I am fully confident I could start my own IV. It wouldn't be too hard - all I would really need to do is choose a scar as a target. I even told an anesthesiologist this when he was trying to cram a blunt straw into one of the veins in my hand for my second d&c. He looked at me like he thought I was just being funny. No really, I think I could do a much better job than you are doing right now. Five incredibly painful and annoying attempts at starting an iv later I was rapidly succumbing to the short term memory loss that is Versed.

For the longest time I use to crave normal - I wanted to be normal so desperately. To just decide one day with my spouse that we wanted to have a baby, do what you usually do to have a baby and there you go - 9 months = baby. Finally, I decided that this was what was normal for me - it just made things easier to live with.

Sunday, January 13, 2008

Getting Started

Not to sound trite, but I have often heard it said that it is the journey that matters more than the destination at times. Then others who say that getting there is more important than the how, ends justify the means kind of thing. Getting there is half the fun, yada, yada, yada. When I got married, my destination was parenthood. The journey turned out to be vastly different than that of what I envisioned it would be. I guess I figured it would be easy - it was not. I didn't expect it to take long, cost as much nor exact so much of my heart and soul and energy - mentally or physically. I eventually got to where I was going, and the trip there was certainly that - a trip, stumbling and all.

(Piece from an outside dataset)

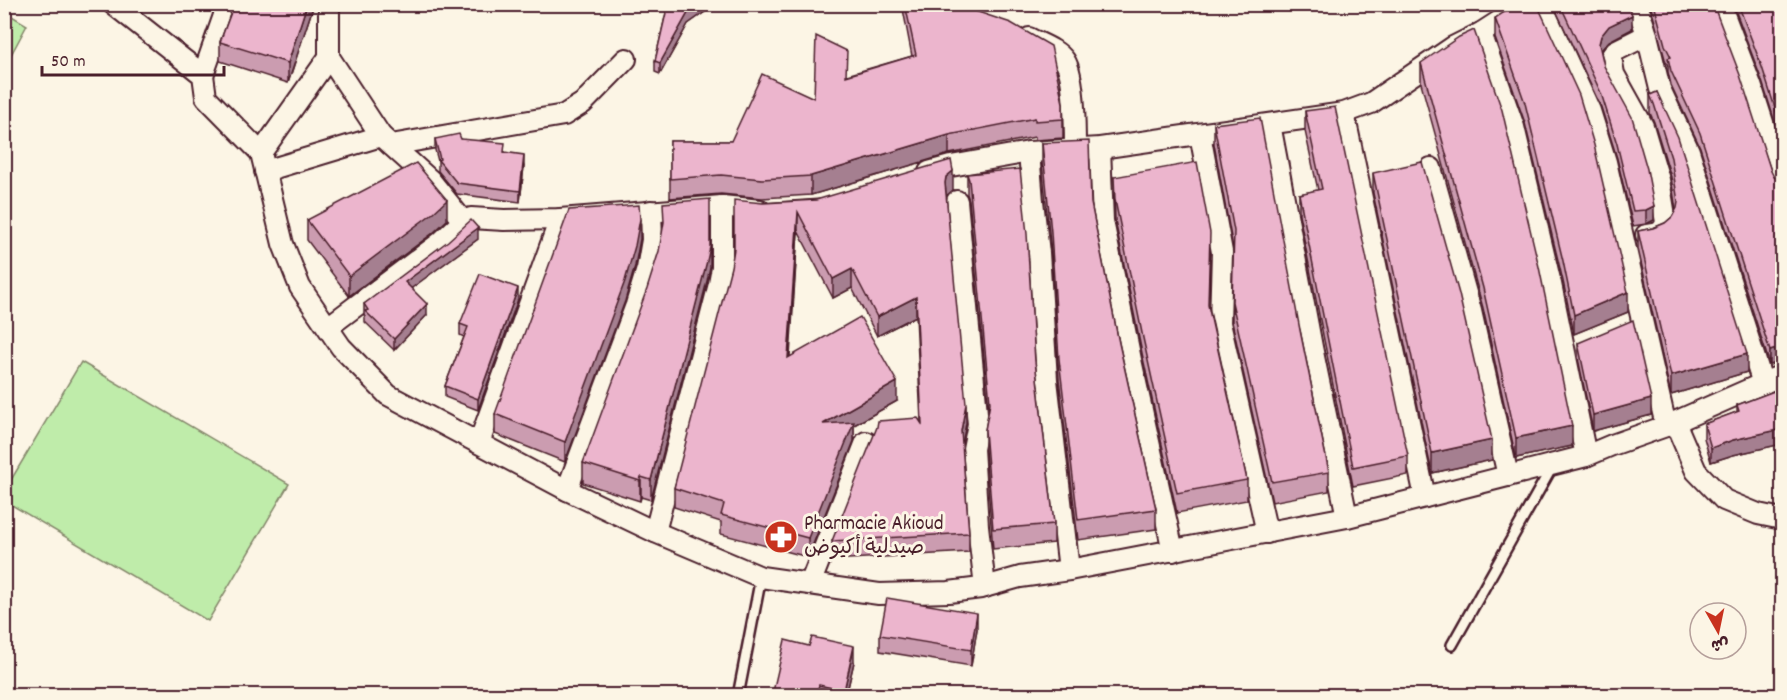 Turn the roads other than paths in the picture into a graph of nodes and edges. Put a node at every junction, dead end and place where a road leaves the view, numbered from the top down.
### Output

My father once told me when I was much younger than I am now, that his grandmother told him to live life with no regrets. I thought this sounded impossible. How do you live a life with no regrets? Surely, at some point along the way, you would do or say something you wished you hadn't. I can honestly say, I have never second guessed my path to parenthood, so at least in that regard, I do not have regrets. Oftentimes over the course of the years and struggles, I was frequently told to reconsider and asked why I kept trying so much and so hard. "Maybe you should quit." Lying down and quitting and saying "no more" just wasn't an option - at least not for that moment in time for me. That line that you lay down and say "I will not cross this - I go no further" is highly personal and impossible to just draw arbitrarily, particularly when it comes to trying to have a child. I will say this - if I had quit when I was told I should, or even when I myself thought that maybe I should, I would not have some of my biggest blessings. Yes, I could have spared myself a phenomenal amount of pain, trouble, effort, money - you name it. However, that I would have regretted - quitting when I had more fight left in me.

So, with this I begin a new journey, life after loss and infertility. No real destination in mind, no road map for the trip either. I guess for now, we'll just see where this takes us.